Source: http://colah.github.io/posts/2015-08-Understanding-LSTMs

A recurrent neural network (RNN) uses it previous output as an additional input (context).
All vectors have a time index t denoting the time at which this vector was computed.
The input vector at time t is \mathbf{x}_t, the output vector is \mathbf{h}_t:

\mathbf{h}_t = \sigma(W_x \times \mathbf{x}_t + W_h \times \mathbf{h}_{t-1} + \mathbf{b})

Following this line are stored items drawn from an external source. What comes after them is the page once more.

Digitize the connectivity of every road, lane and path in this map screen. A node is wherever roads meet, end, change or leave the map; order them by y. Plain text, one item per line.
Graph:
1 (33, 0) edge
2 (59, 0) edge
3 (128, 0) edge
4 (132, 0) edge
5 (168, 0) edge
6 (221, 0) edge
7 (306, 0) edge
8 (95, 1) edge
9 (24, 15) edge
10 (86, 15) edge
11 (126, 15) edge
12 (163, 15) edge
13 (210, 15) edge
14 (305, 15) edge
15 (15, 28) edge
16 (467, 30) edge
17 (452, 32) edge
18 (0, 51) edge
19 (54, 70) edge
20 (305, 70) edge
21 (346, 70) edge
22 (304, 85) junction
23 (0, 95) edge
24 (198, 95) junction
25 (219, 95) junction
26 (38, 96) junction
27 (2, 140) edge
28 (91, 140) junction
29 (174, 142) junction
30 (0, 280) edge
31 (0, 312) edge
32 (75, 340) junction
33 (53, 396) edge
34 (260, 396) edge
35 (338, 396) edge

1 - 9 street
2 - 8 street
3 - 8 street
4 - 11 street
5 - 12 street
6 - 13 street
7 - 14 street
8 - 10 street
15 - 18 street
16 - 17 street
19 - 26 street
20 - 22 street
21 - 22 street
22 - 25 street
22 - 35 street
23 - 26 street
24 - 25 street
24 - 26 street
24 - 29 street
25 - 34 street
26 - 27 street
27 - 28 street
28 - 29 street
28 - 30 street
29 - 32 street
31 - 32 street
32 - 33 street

\sigma is a transfer function, usually logistic or tanh.
The input \mathbf{x}_t and previous output \mathbf{h}_{t-1} are multiplied by learnable weights:
- W_x is the input weight matrix.
- W_h is the recurrent weight matrix.

Recurrent neural networks

One can unroll a recurrent network: the output \mathbf{h}_t depends on the whole history of inputs from \mathbf{x}_0 to \mathbf{x}_t.

\begin{aligned} \mathbf{h}_t & = \sigma(W_x \times \mathbf{x}_t + W_h \times \mathbf{h}_{t-1} + \mathbf{b}) \\ & = \sigma(W_x \times \mathbf{x}_t + W_h \times \sigma(W_x \times \mathbf{x}_{t-1} + W_h \times \mathbf{h}_{t-2} + \mathbf{b}) + \mathbf{b}) \\ & = f_{W_x, W_h, \mathbf{b}} (\mathbf{x}_0, \mathbf{x}_1, \dots,\mathbf{x}_t) \\ \end{aligned}

A RNN is considered as part of deep learning, as there are many layers of weights between the first input \mathbf{x}_0 and the output \mathbf{h}_t.
The only difference with a DNN is that the weights W_x and W_h are reused at each time step.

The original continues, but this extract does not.